--- Assignment ---
The copy you produce must hold every record exactly, and none of the images.

---- Dataset entries

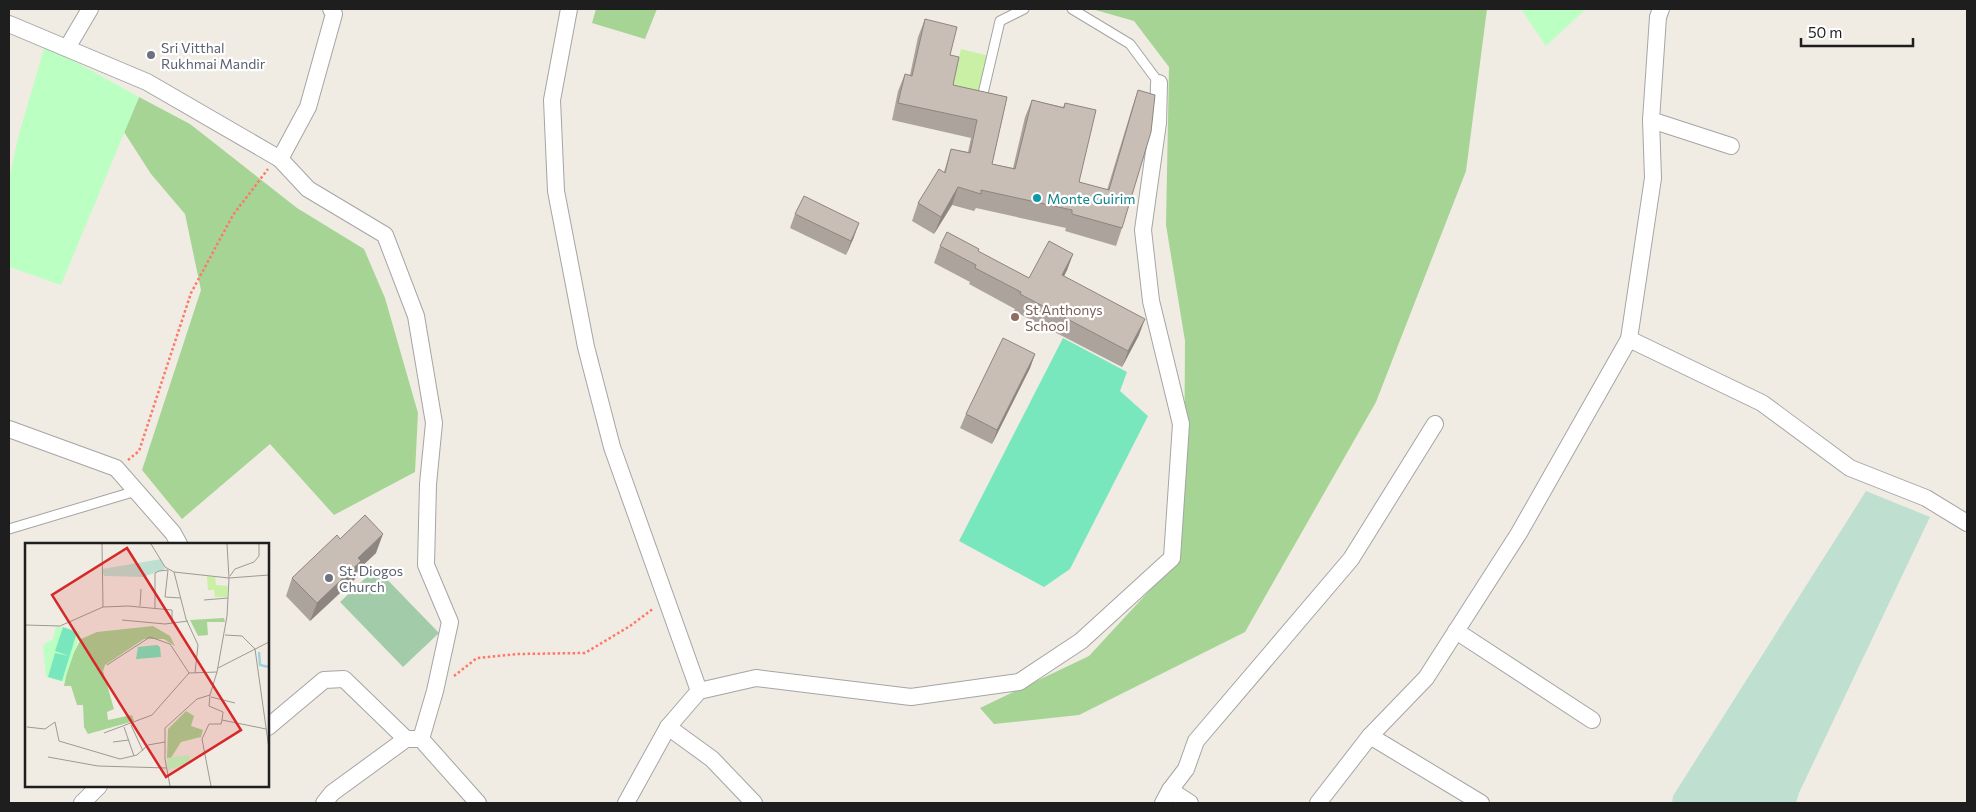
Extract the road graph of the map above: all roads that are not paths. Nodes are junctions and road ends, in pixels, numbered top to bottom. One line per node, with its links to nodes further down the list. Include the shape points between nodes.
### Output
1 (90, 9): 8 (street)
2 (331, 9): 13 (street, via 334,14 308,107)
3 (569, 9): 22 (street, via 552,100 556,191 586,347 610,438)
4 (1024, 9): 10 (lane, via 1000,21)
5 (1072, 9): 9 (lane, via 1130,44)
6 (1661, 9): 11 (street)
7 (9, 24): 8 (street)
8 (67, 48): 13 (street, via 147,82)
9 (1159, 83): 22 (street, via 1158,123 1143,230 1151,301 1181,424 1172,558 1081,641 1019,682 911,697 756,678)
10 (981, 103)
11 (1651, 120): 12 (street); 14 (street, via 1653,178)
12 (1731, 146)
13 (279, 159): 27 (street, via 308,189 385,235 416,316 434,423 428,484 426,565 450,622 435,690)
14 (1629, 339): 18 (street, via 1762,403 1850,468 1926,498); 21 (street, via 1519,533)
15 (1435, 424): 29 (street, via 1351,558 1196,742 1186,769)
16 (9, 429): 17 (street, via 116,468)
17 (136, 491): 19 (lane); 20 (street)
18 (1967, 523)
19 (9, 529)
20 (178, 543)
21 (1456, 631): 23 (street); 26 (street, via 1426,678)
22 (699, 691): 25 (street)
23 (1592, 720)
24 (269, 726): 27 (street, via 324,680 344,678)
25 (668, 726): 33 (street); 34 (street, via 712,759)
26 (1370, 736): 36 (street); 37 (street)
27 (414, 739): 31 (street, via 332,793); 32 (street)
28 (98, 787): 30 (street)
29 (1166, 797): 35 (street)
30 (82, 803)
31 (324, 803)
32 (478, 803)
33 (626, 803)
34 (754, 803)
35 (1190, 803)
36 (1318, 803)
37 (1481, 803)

--------

--- Result ---
Extract the road graph of the map above: all roads that are not paths. Nodes are junctions and road ends, in pixels, numbered top to bottom. One line per node, with its links to nodes further down the list. Include the shape points between nodes.
### Output
1 (90, 9): 8 (street)
2 (331, 9): 13 (street, via 334,14 308,107)
3 (569, 9): 22 (street, via 552,100 556,191 586,347 610,438)
4 (1024, 9): 10 (lane, via 1000,21)
5 (1072, 9): 9 (lane, via 1130,44)
6 (1661, 9): 11 (street)
7 (9, 24): 8 (street)
8 (67, 48): 13 (street, via 147,82)
9 (1159, 83): 22 (street, via 1158,123 1143,230 1151,301 1181,424 1172,558 1081,641 1019,682 911,697 756,678)
10 (981, 103)
11 (1651, 120): 12 (street); 14 (street, via 1653,178)
12 (1731, 146)
13 (279, 159): 27 (street, via 308,189 385,235 416,316 434,423 428,484 426,565 450,622 435,690)
14 (1629, 339): 18 (street, via 1762,403 1850,468 1926,498); 21 (street, via 1519,533)
15 (1435, 424): 29 (street, via 1351,558 1196,742 1186,769)
16 (9, 429): 17 (street, via 116,468)
17 (136, 491): 19 (lane); 20 (street)
18 (1967, 523)
19 (9, 529)
20 (178, 543)
21 (1456, 631): 23 (street); 26 (street, via 1426,678)
22 (699, 691): 25 (street)
23 (1592, 720)
24 (269, 726): 27 (street, via 324,680 344,678)
25 (668, 726): 33 (street); 34 (street, via 712,759)
26 (1370, 736): 36 (street); 37 (street)
27 (414, 739): 31 (street, via 332,793); 32 (street)
28 (98, 787): 30 (street)
29 (1166, 797): 35 (street)
30 (82, 803)
31 (324, 803)
32 (478, 803)
33 (626, 803)
34 (754, 803)
35 (1190, 803)
36 (1318, 803)
37 (1481, 803)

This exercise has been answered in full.